:: SUPPLIED MATERIAL

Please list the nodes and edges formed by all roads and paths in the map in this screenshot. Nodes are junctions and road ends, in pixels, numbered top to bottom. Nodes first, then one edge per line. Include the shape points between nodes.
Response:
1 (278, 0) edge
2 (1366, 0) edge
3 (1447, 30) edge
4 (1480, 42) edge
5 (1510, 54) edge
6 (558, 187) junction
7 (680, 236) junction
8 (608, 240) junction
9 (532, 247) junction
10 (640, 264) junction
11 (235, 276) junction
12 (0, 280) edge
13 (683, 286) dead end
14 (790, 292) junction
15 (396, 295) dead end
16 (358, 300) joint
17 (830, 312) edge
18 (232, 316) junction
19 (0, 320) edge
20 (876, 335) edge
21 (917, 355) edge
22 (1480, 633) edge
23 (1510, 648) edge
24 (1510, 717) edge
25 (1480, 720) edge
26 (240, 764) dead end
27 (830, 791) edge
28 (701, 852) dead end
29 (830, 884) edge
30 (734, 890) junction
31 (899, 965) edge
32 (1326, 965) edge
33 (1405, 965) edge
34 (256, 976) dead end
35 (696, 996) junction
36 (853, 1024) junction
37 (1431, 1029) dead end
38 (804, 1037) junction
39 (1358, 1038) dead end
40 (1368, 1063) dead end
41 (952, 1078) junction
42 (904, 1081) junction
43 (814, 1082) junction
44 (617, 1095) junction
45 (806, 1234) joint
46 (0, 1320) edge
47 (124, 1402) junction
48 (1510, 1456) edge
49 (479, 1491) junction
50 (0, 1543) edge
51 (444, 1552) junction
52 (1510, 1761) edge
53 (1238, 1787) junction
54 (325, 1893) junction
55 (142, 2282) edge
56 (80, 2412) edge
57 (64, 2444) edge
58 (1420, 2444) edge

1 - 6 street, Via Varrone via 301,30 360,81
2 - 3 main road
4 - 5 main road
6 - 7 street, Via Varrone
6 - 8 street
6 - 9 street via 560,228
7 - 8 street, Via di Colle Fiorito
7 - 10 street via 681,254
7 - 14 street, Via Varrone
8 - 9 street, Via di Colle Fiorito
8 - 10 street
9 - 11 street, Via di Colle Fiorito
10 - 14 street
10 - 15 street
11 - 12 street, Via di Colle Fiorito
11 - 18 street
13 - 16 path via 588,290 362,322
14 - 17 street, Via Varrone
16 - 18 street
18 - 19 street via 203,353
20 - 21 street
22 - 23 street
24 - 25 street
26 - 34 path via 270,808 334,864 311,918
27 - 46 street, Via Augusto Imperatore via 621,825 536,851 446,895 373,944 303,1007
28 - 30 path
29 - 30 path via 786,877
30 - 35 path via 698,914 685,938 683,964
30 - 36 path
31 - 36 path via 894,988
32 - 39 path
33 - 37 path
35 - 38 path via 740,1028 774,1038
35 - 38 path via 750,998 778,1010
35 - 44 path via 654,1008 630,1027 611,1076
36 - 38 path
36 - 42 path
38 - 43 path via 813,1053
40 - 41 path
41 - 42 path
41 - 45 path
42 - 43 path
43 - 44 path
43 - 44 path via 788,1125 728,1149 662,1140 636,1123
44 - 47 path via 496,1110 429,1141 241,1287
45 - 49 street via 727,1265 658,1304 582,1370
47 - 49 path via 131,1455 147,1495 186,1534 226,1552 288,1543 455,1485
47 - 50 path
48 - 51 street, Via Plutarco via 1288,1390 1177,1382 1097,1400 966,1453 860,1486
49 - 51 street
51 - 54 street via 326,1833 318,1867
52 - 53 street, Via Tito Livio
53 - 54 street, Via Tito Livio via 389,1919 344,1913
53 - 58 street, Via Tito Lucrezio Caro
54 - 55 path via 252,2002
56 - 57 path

::::

§ WORK TASK: The answer must be every line of the records above that holds the word "Fiorito".

§ WORKED SOLUTION:
7 - 8 street, Via di Colle Fiorito
8 - 9 street, Via di Colle Fiorito
9 - 11 street, Via di Colle Fiorito
11 - 12 street, Via di Colle Fiorito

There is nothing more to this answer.